Sunday, April 10, 2011

Thoughts

Giving up has been a frequent friend of mine lately...I know it's not the best solution but it is the easiest. Slowly I've succumbed to the negative and easy way out. I'm trying to regain ground but it's hard by myself. My struggle now is letting people know that I'm not perfect and I'm struggling and allowing them to help. This song came up on Pandora and instantly summed up what God is telling me...




Feel the Light-Britt Nicole 
Today today you wanna run away now
You brake to keep it together, love
Love is all you need, you're a queen but you'll never
Know it.


Life has come and lift you blinded
Stole your smile, lift you crying
It's not your fault, shame is all you've got now.

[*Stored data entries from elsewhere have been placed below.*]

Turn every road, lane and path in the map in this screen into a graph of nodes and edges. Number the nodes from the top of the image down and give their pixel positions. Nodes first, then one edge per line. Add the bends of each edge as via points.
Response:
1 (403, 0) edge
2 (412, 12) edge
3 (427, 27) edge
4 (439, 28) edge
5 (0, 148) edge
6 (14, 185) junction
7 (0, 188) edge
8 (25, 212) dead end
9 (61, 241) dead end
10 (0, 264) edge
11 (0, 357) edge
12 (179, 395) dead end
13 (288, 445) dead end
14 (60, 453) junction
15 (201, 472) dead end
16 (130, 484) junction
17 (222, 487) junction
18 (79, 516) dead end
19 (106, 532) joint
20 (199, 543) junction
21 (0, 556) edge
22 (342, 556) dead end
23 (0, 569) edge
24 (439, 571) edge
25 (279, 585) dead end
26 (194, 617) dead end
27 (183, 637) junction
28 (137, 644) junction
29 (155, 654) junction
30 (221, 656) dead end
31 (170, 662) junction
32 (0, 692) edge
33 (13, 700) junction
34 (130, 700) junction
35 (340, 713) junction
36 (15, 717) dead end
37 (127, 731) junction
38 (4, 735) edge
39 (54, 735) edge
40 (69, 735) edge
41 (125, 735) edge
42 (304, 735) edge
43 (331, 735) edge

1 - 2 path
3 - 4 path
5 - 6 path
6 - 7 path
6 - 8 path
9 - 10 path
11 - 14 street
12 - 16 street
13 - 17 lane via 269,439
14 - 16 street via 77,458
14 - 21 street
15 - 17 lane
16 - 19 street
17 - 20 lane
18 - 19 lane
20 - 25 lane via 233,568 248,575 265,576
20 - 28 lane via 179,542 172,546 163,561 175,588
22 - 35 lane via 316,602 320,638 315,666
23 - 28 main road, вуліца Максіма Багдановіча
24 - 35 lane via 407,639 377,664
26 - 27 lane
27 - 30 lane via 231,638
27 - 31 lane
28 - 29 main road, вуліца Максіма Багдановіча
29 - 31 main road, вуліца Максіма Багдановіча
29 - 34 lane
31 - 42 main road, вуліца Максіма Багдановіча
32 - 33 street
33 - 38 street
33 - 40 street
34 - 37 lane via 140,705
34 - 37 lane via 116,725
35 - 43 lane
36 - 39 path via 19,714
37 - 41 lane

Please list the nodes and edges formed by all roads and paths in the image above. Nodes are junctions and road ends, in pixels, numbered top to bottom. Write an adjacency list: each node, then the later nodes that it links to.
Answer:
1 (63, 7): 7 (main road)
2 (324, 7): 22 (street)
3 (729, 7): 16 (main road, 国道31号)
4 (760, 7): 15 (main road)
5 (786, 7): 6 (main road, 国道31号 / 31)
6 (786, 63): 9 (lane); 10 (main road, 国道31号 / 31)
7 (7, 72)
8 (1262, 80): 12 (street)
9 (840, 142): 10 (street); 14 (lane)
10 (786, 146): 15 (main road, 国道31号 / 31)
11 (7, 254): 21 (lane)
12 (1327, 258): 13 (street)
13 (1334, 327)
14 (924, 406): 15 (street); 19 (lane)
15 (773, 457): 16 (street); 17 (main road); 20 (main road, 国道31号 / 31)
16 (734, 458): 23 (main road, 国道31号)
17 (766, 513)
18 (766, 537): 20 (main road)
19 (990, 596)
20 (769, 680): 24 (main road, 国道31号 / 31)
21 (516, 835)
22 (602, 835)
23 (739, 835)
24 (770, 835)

Your heart is tangled up in silence
It's time to let go
And feel the light (feel the light)
I know it's easier to hide
But you gotta let go
And feel the light, let go and feel the light



Be brave, brave the waters all around you
I'll stay I'll keep you from sinking down
(Love) Love is on your side, it's stronger then you'll
Ever know


So many years of quiet
Building up like a fire inside
Feeling like you gotta let it out now
Just let it out



Your heart is tangled up in silence
It's time to let go
And feel the light (find the light)
I know it's easier to hide
But you gotta let go
And feel the light let go and feel the light



How did you get here
Your locked inside of all this fear
Inside your crying out
Your minds at war
Get out, get out and live for more
There's so much more
Live for more



Your heart is tangled up in silence
It's time to let go
And feel the light (feel the light)
I know it's easier to hide
But you gotta let go
And feel the light, let go and feel the light



Brave, brave waters all around you
I'll stay, I'll keep you from sinking down.

Wednesday, April 6, 2011

Satisfied

God, 
I'm striving to depend on you. I'm crying out for you to show me where I need to be. Lord I am calling out to you to find me and help me see the path you have for me. Lord I want so much but never realize you are all I need and should desire. You are enough for me. You are all I need. Your death on the cross paid the ultimate price for all that I deserve. I don't even deserve this life you have blessed me with yet I want so much more. I can't get past the fact that I feel forgotten and neglected so I cry out to you with a long list of wishes and so called "needs." But nothing compares to what I have already been given, a new life in you. A clean slate, forgiveness from my sins of the past, present, and future. Who am I to ask for anything but your forgiveness? How can I sit here with my plan and ask for that instead of the plan you have for me? How do I think I can just pray to you when I need or desire something? No I have no right to do any of those things. You should be the one I call upon day and night for forgiveness, not material goods or wishes of the heart. I should call upon you daily in praise and thanksgiving because you are that awesome. I should life your name higher than any other name or worldly thing and have it be the only thing that comes from my mouth, shouts of joy of how you have saved me. Praises of thankfulness that are louder than any cry of despair I have ever had. Lord I pray that you will grant me the humility and wisdom that so many of my peers have. I pray I would not envy their lives but instead be grateful and so humbled my the life you have allowed me to live day after day and take for granted. Lord I pray you will be the only thing that comes to my mind when I need to be satisfied in any way. I pray you will be the only one that can fulfill my needs. Show me not to fear the unknown future but instead rest knowing you have my future already planned and set in motion. I pray you'll guide my steps in that path so I can know that in everything I do I'm doing it for you. God help me see you are all I need. Let me depend on you and no one and nothing else. You are more than enough. 
In your most holy name, Amen 

Tuesday, January 25, 2011

Prayer...

Lord, I pray you will guide me and show me the path you have for me. I pray you will clear my head of all these things that take my focus away from you and place your words in my head. I pray you will give me the strength to make it through these tough times and the energy to praise you while I go through it all. Help me find your peace and love and know that I can make it through it all. 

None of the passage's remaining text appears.